> [What you need to do]
Reproduce the records below exactly, with nothing altered.
□ □ □ □ □ □ □
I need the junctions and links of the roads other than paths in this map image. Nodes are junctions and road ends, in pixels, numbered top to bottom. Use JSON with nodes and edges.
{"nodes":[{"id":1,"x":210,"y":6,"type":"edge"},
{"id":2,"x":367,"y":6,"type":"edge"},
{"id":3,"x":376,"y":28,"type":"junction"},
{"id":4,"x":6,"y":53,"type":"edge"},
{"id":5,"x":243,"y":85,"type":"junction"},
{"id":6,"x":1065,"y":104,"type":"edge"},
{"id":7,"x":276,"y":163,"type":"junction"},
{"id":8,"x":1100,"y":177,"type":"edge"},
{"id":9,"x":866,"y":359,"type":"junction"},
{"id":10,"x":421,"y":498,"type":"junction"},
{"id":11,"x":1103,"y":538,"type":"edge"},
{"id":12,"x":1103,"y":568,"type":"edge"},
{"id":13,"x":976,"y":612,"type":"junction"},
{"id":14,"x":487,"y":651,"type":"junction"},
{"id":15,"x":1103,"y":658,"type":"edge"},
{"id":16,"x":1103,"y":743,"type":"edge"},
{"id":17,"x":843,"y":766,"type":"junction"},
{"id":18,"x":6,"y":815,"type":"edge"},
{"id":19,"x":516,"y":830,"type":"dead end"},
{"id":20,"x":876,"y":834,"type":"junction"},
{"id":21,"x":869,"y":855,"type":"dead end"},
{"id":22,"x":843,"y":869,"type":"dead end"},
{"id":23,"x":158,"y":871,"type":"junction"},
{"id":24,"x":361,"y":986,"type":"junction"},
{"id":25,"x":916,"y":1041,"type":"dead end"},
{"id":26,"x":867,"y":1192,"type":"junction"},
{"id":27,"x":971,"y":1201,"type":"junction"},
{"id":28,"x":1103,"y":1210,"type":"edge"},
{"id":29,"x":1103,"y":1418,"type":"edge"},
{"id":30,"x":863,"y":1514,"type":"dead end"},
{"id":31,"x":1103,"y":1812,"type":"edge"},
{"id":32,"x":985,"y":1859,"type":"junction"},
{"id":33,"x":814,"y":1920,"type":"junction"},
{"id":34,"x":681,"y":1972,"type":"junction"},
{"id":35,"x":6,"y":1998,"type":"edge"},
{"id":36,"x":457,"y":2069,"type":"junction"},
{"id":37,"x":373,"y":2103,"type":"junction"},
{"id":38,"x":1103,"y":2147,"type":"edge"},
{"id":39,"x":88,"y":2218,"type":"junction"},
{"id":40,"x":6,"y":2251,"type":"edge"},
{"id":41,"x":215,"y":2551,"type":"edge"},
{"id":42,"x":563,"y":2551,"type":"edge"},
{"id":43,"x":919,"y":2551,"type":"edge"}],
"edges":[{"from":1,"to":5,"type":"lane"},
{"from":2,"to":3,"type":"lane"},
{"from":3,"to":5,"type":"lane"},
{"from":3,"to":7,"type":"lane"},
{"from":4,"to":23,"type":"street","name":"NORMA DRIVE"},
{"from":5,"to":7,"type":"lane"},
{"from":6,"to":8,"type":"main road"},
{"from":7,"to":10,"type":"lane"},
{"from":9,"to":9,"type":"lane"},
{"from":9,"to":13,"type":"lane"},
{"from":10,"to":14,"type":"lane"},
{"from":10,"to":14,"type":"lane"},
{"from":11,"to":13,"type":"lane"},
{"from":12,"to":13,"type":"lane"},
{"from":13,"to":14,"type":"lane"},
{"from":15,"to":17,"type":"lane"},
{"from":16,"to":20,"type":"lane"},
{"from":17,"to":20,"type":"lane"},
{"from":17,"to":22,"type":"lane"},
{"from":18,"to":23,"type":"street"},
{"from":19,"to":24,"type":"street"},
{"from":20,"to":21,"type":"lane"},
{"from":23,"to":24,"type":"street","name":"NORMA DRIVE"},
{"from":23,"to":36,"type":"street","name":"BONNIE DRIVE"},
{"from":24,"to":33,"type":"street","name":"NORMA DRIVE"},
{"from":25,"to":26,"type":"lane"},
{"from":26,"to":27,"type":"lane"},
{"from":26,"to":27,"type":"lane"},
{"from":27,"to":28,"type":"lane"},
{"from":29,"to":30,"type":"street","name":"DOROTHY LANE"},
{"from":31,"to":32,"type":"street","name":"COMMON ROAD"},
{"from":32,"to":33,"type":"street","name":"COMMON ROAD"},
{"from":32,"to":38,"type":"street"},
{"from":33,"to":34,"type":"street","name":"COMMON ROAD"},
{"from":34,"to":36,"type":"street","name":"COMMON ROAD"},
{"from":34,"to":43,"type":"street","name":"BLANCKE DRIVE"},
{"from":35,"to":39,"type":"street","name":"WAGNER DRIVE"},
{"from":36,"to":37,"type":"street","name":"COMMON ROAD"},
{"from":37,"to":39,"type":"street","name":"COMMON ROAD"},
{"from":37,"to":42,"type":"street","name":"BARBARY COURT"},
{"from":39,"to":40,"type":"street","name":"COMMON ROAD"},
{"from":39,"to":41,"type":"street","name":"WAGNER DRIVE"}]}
□ □ □ □ □ □ □
> [Output of the exercise]
I need the junctions and links of the roads other than paths in this map image. Nodes are junctions and road ends, in pixels, numbered top to bottom. Use JSON with nodes and edges.
{"nodes":[{"id":1,"x":210,"y":6,"type":"edge"},
{"id":2,"x":367,"y":6,"type":"edge"},
{"id":3,"x":376,"y":28,"type":"junction"},
{"id":4,"x":6,"y":53,"type":"edge"},
{"id":5,"x":243,"y":85,"type":"junction"},
{"id":6,"x":1065,"y":104,"type":"edge"},
{"id":7,"x":276,"y":163,"type":"junction"},
{"id":8,"x":1100,"y":177,"type":"edge"},
{"id":9,"x":866,"y":359,"type":"junction"},
{"id":10,"x":421,"y":498,"type":"junction"},
{"id":11,"x":1103,"y":538,"type":"edge"},
{"id":12,"x":1103,"y":568,"type":"edge"},
{"id":13,"x":976,"y":612,"type":"junction"},
{"id":14,"x":487,"y":651,"type":"junction"},
{"id":15,"x":1103,"y":658,"type":"edge"},
{"id":16,"x":1103,"y":743,"type":"edge"},
{"id":17,"x":843,"y":766,"type":"junction"},
{"id":18,"x":6,"y":815,"type":"edge"},
{"id":19,"x":516,"y":830,"type":"dead end"},
{"id":20,"x":876,"y":834,"type":"junction"},
{"id":21,"x":869,"y":855,"type":"dead end"},
{"id":22,"x":843,"y":869,"type":"dead end"},
{"id":23,"x":158,"y":871,"type":"junction"},
{"id":24,"x":361,"y":986,"type":"junction"},
{"id":25,"x":916,"y":1041,"type":"dead end"},
{"id":26,"x":867,"y":1192,"type":"junction"},
{"id":27,"x":971,"y":1201,"type":"junction"},
{"id":28,"x":1103,"y":1210,"type":"edge"},
{"id":29,"x":1103,"y":1418,"type":"edge"},
{"id":30,"x":863,"y":1514,"type":"dead end"},
{"id":31,"x":1103,"y":1812,"type":"edge"},
{"id":32,"x":985,"y":1859,"type":"junction"},
{"id":33,"x":814,"y":1920,"type":"junction"},
{"id":34,"x":681,"y":1972,"type":"junction"},
{"id":35,"x":6,"y":1998,"type":"edge"},
{"id":36,"x":457,"y":2069,"type":"junction"},
{"id":37,"x":373,"y":2103,"type":"junction"},
{"id":38,"x":1103,"y":2147,"type":"edge"},
{"id":39,"x":88,"y":2218,"type":"junction"},
{"id":40,"x":6,"y":2251,"type":"edge"},
{"id":41,"x":215,"y":2551,"type":"edge"},
{"id":42,"x":563,"y":2551,"type":"edge"},
{"id":43,"x":919,"y":2551,"type":"edge"}],
"edges":[{"from":1,"to":5,"type":"lane"},
{"from":2,"to":3,"type":"lane"},
{"from":3,"to":5,"type":"lane"},
{"from":3,"to":7,"type":"lane"},
{"from":4,"to":23,"type":"street","name":"NORMA DRIVE"},
{"from":5,"to":7,"type":"lane"},
{"from":6,"to":8,"type":"main road"},
{"from":7,"to":10,"type":"lane"},
{"from":9,"to":9,"type":"lane"},
{"from":9,"to":13,"type":"lane"},
{"from":10,"to":14,"type":"lane"},
{"from":10,"to":14,"type":"lane"},
{"from":11,"to":13,"type":"lane"},
{"from":12,"to":13,"type":"lane"},
{"from":13,"to":14,"type":"lane"},
{"from":15,"to":17,"type":"lane"},
{"from":16,"to":20,"type":"lane"},
{"from":17,"to":20,"type":"lane"},
{"from":17,"to":22,"type":"lane"},
{"from":18,"to":23,"type":"street"},
{"from":19,"to":24,"type":"street"},
{"from":20,"to":21,"type":"lane"},
{"from":23,"to":24,"type":"street","name":"NORMA DRIVE"},
{"from":23,"to":36,"type":"street","name":"BONNIE DRIVE"},
{"from":24,"to":33,"type":"street","name":"NORMA DRIVE"},
{"from":25,"to":26,"type":"lane"},
{"from":26,"to":27,"type":"lane"},
{"from":26,"to":27,"type":"lane"},
{"from":27,"to":28,"type":"lane"},
{"from":29,"to":30,"type":"street","name":"DOROTHY LANE"},
{"from":31,"to":32,"type":"street","name":"COMMON ROAD"},
{"from":32,"to":33,"type":"street","name":"COMMON ROAD"},
{"from":32,"to":38,"type":"street"},
{"from":33,"to":34,"type":"street","name":"COMMON ROAD"},
{"from":34,"to":36,"type":"street","name":"COMMON ROAD"},
{"from":34,"to":43,"type":"street","name":"BLANCKE DRIVE"},
{"from":35,"to":39,"type":"street","name":"WAGNER DRIVE"},
{"from":36,"to":37,"type":"street","name":"COMMON ROAD"},
{"from":37,"to":39,"type":"street","name":"COMMON ROAD"},
{"from":37,"to":42,"type":"street","name":"BARBARY COURT"},
{"from":39,"to":40,"type":"street","name":"COMMON ROAD"},
{"from":39,"to":41,"type":"street","name":"WAGNER DRIVE"}]}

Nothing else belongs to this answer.